*Work item*. Among the records below, find each line that includes the string "highway" and copy it.

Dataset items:
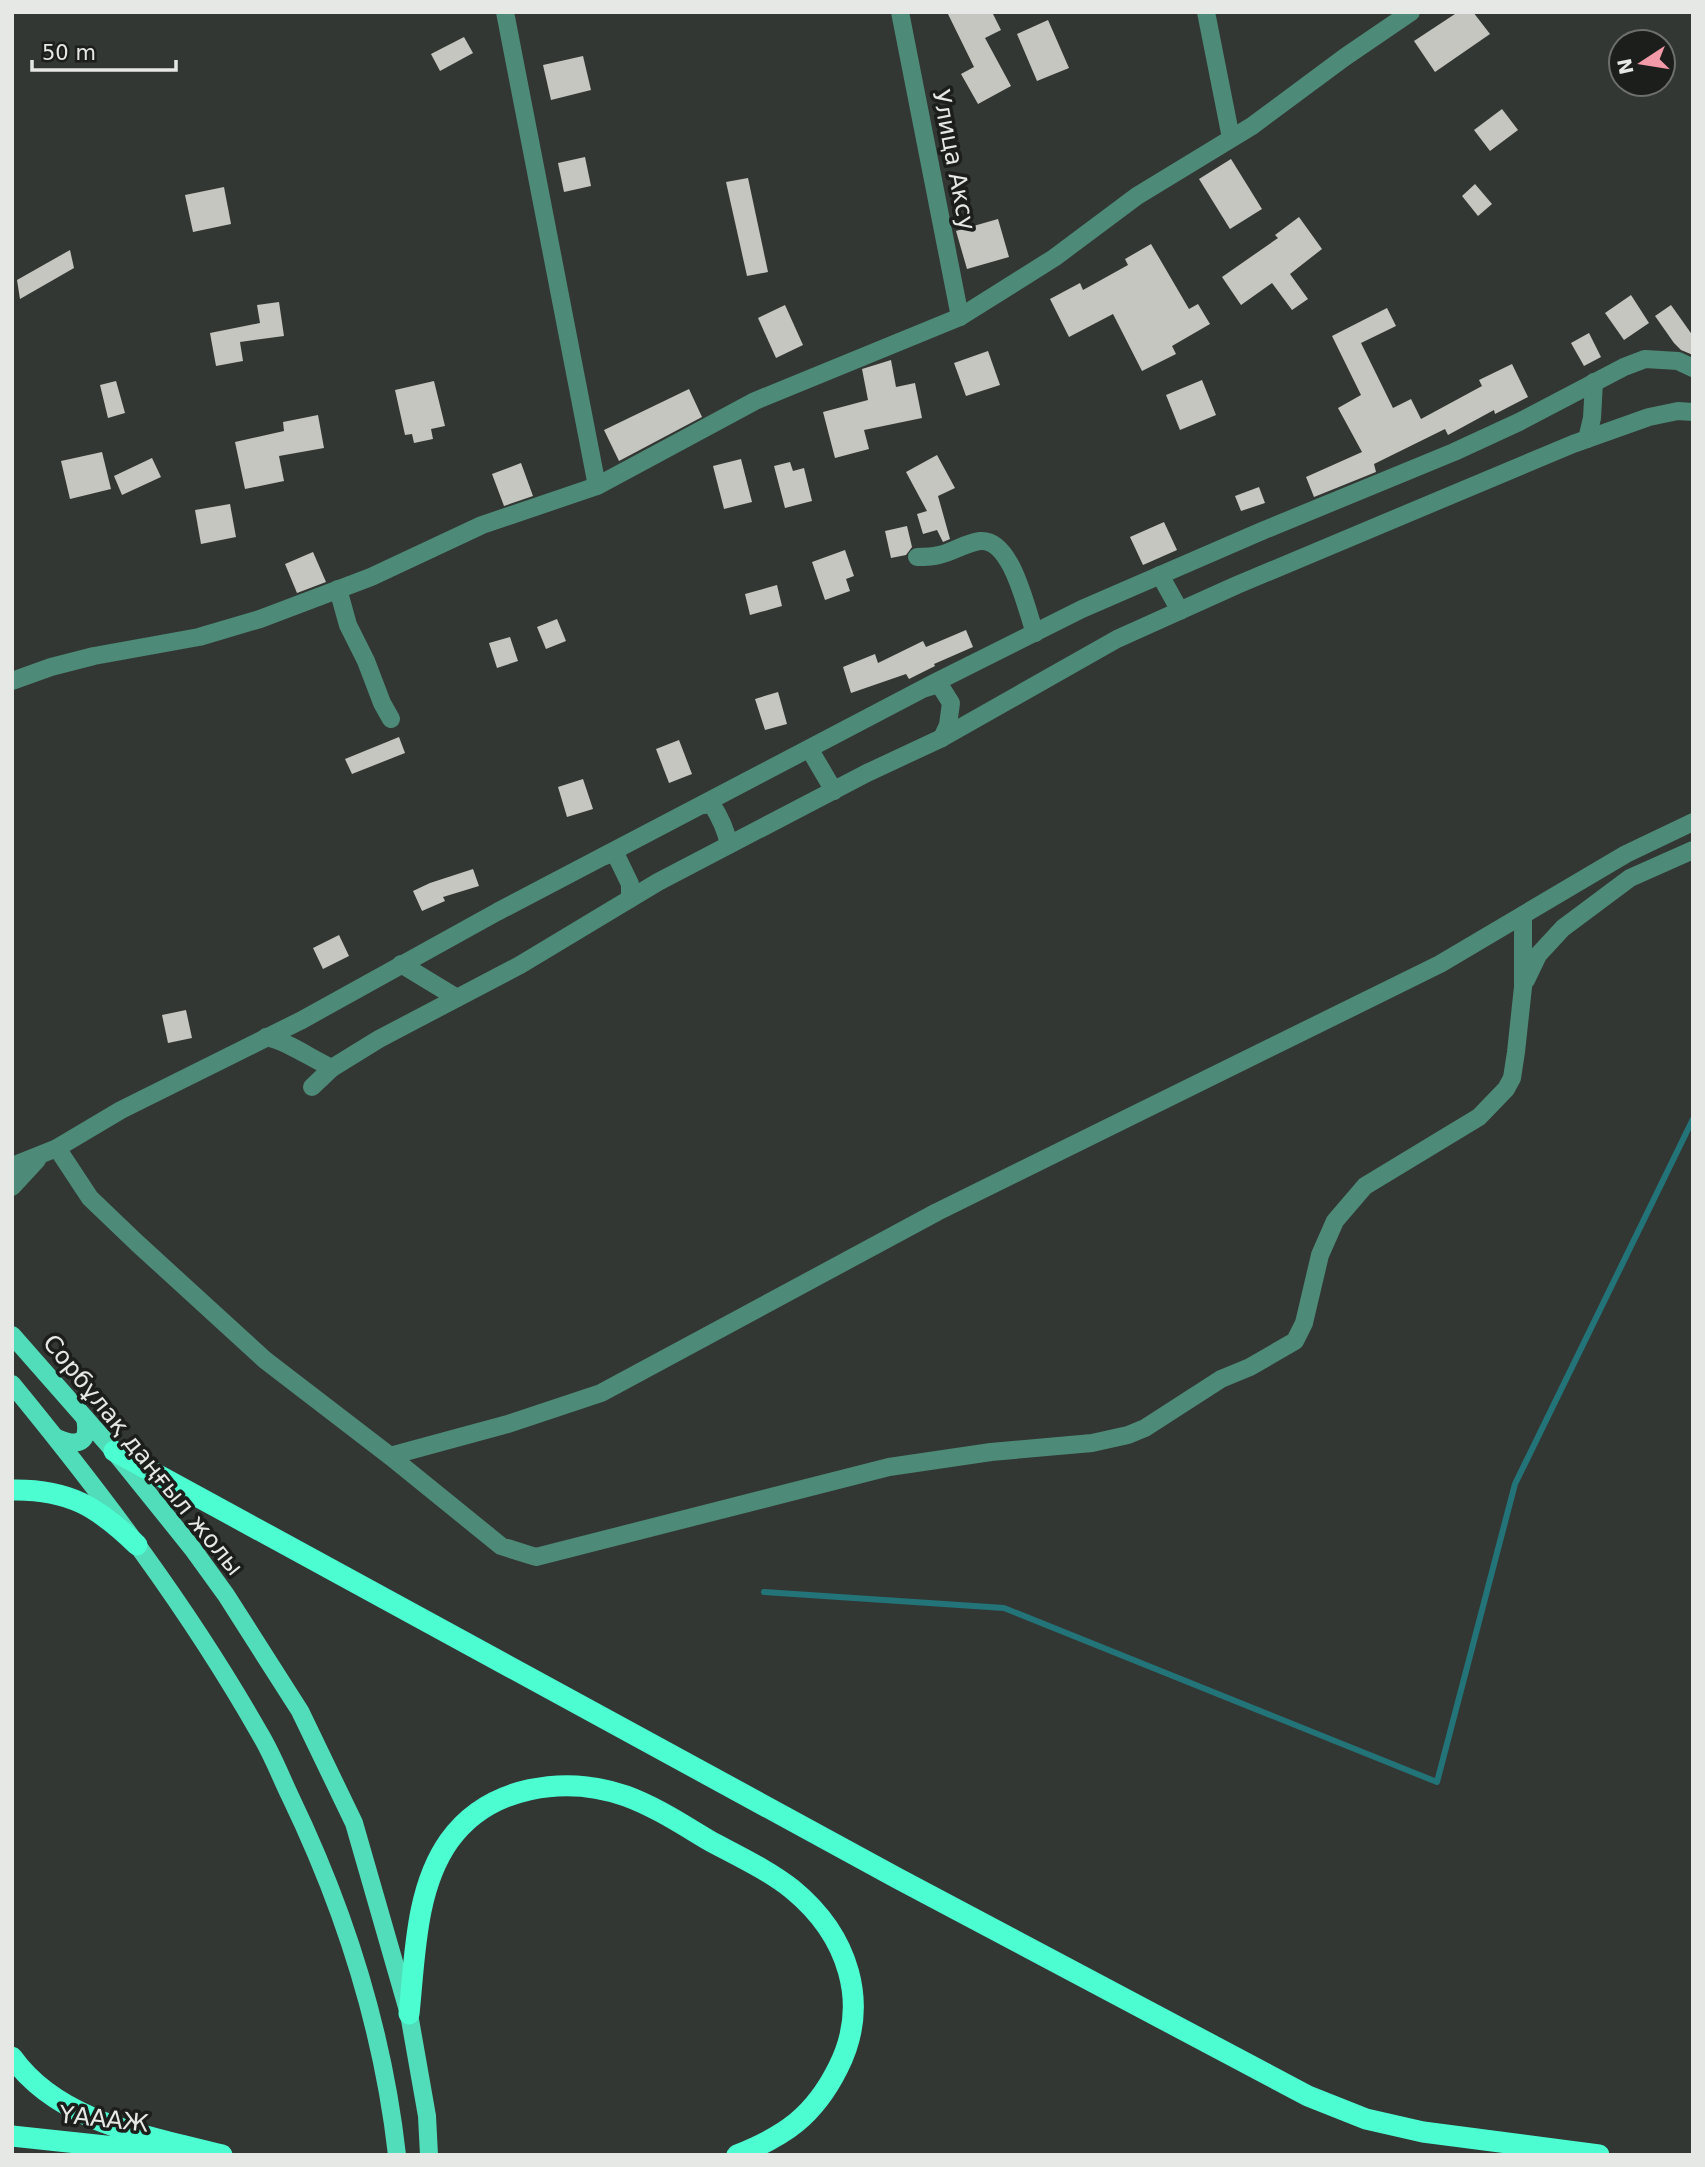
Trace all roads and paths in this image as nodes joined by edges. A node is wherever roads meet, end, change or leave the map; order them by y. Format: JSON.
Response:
{"nodes":[{"id":1,"x":505,"y":12,"type":"edge"},
{"id":2,"x":900,"y":12,"type":"edge"},
{"id":3,"x":1206,"y":12,"type":"edge"},
{"id":4,"x":1411,"y":12,"type":"edge"},
{"id":5,"x":1231,"y":138,"type":"junction"},
{"id":6,"x":960,"y":317,"type":"junction"},
{"id":7,"x":1693,"y":368,"type":"edge"},
{"id":8,"x":1594,"y":382,"type":"junction"},
{"id":9,"x":1688,"y":409,"type":"edge"},
{"id":10,"x":1587,"y":439,"type":"junction"},
{"id":11,"x":597,"y":486,"type":"junction"},
{"id":12,"x":917,"y":557,"type":"dead end"},
{"id":13,"x":1160,"y":575,"type":"junction"},
{"id":14,"x":338,"y":589,"type":"junction"},
{"id":15,"x":1180,"y":611,"type":"junction"},
{"id":16,"x":1035,"y":633,"type":"junction"},
{"id":17,"x":12,"y":681,"type":"edge"},
{"id":18,"x":923,"y":689,"type":"junction"},
{"id":19,"x":391,"y":719,"type":"dead end"},
{"id":20,"x":942,"y":738,"type":"junction"},
{"id":21,"x":810,"y":750,"type":"junction"},
{"id":22,"x":834,"y":791,"type":"junction"},
{"id":23,"x":704,"y":805,"type":"junction"},
{"id":24,"x":1693,"y":822,"type":"edge"},
{"id":25,"x":729,"y":845,"type":"junction"},
{"id":26,"x":1693,"y":850,"type":"edge"},
{"id":27,"x":604,"y":856,"type":"junction"},
{"id":28,"x":630,"y":899,"type":"junction"},
{"id":29,"x":1522,"y":915,"type":"junction"},
{"id":30,"x":401,"y":964,"type":"junction"},
{"id":31,"x":1522,"y":987,"type":"junction"},
{"id":32,"x":457,"y":998,"type":"junction"},
{"id":33,"x":266,"y":1037,"type":"junction"},
{"id":34,"x":332,"y":1068,"type":"junction"},
{"id":35,"x":312,"y":1087,"type":"dead end"},
{"id":36,"x":57,"y":1149,"type":"junction"},
{"id":37,"x":39,"y":1157,"type":"junction"},
{"id":38,"x":12,"y":1166,"type":"edge"},
{"id":39,"x":12,"y":1187,"type":"edge"},
{"id":40,"x":12,"y":1335,"type":"edge"},
{"id":41,"x":12,"y":1384,"type":"edge"},
{"id":42,"x":85,"y":1418,"type":"junction"},
{"id":43,"x":57,"y":1438,"type":"junction"},
{"id":44,"x":114,"y":1451,"type":"junction"},
{"id":45,"x":390,"y":1456,"type":"junction"},
{"id":46,"x":12,"y":1490,"type":"edge"},
{"id":47,"x":137,"y":1545,"type":"junction"},
{"id":48,"x":409,"y":2014,"type":"junction"},
{"id":49,"x":12,"y":2057,"type":"edge"},
{"id":50,"x":12,"y":2136,"type":"edge"},
{"id":51,"x":190,"y":2155,"type":"edge"},
{"id":52,"x":222,"y":2155,"type":"edge"},
{"id":53,"x":397,"y":2155,"type":"edge"},
{"id":54,"x":429,"y":2155,"type":"edge"},
{"id":55,"x":737,"y":2155,"type":"edge"},
{"id":56,"x":1599,"y":2155,"type":"edge"}],
"edges":[{"from":1,"to":11,"type":"street"},
{"from":2,"to":6,"type":"street","name":"Улица Аксу"},
{"from":3,"to":5,"type":"street"},
{"from":4,"to":5,"type":"street"},
{"from":5,"to":6,"type":"street"},
{"from":6,"to":11,"type":"street"},
{"from":7,"to":8,"type":"street"},
{"from":8,"to":10,"type":"street"},
{"from":8,"to":13,"type":"street"},
{"from":9,"to":10,"type":"street"},
{"from":10,"to":15,"type":"street"},
{"from":11,"to":14,"type":"street"},
{"from":12,"to":16,"type":"street"},
{"from":13,"to":15,"type":"street"},
{"from":13,"to":16,"type":"street"},
{"from":14,"to":17,"type":"street"},
{"from":14,"to":19,"type":"street"},
{"from":15,"to":20,"type":"street"},
{"from":16,"to":18,"type":"street"},
{"from":18,"to":20,"type":"street"},
{"from":18,"to":21,"type":"street"},
{"from":20,"to":22,"type":"street"},
{"from":21,"to":22,"type":"street"},
{"from":21,"to":23,"type":"street"},
{"from":22,"to":25,"type":"street"},
{"from":23,"to":25,"type":"street"},
{"from":23,"to":27,"type":"street"},
{"from":24,"to":29,"type":"street"},
{"from":25,"to":28,"type":"street"},
{"from":26,"to":31,"type":"street"},
{"from":27,"to":28,"type":"street"},
{"from":27,"to":30,"type":"street"},
{"from":28,"to":32,"type":"street"},
{"from":29,"to":31,"type":"street"},
{"from":29,"to":45,"type":"street"},
{"from":30,"to":32,"type":"street"},
{"from":30,"to":33,"type":"street"},
{"from":31,"to":45,"type":"street"},
{"from":32,"to":34,"type":"street"},
{"from":33,"to":34,"type":"street"},
{"from":33,"to":36,"type":"street"},
{"from":34,"to":35,"type":"street"},
{"from":36,"to":37,"type":"street"},
{"from":36,"to":45,"type":"street"},
{"from":37,"to":38,"type":"street"},
{"from":37,"to":39,"type":"street"},
{"from":40,"to":42,"type":"main road","name":"Сорбұлақ даңғыл жолы"},
{"from":41,"to":43,"type":"main road"},
{"from":42,"to":43,"type":"main road"},
{"from":42,"to":44,"type":"main road","name":"Сорбұлақ даңғыл жолы"},
{"from":43,"to":47,"type":"main road"},
{"from":44,"to":48,"type":"main road","name":"Сорбұлақ даңғыл жолы"},
{"from":44,"to":56,"type":"highway"},
{"from":46,"to":47,"type":"highway"},
{"from":47,"to":53,"type":"main road"},
{"from":48,"to":54,"type":"main road","name":"Сорбұлақ даңғыл жолы"},
{"from":48,"to":55,"type":"highway"},
{"from":49,"to":52,"type":"highway"},
{"from":50,"to":51,"type":"highway","name":"ҮАААЖ"}]}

*Task output*.
{"from":44,"to":56,"type":"highway"},
{"from":46,"to":47,"type":"highway"},
{"from":48,"to":55,"type":"highway"},
{"from":49,"to":52,"type":"highway"},
{"from":50,"to":51,"type":"highway","name":"ҮАААЖ"}]}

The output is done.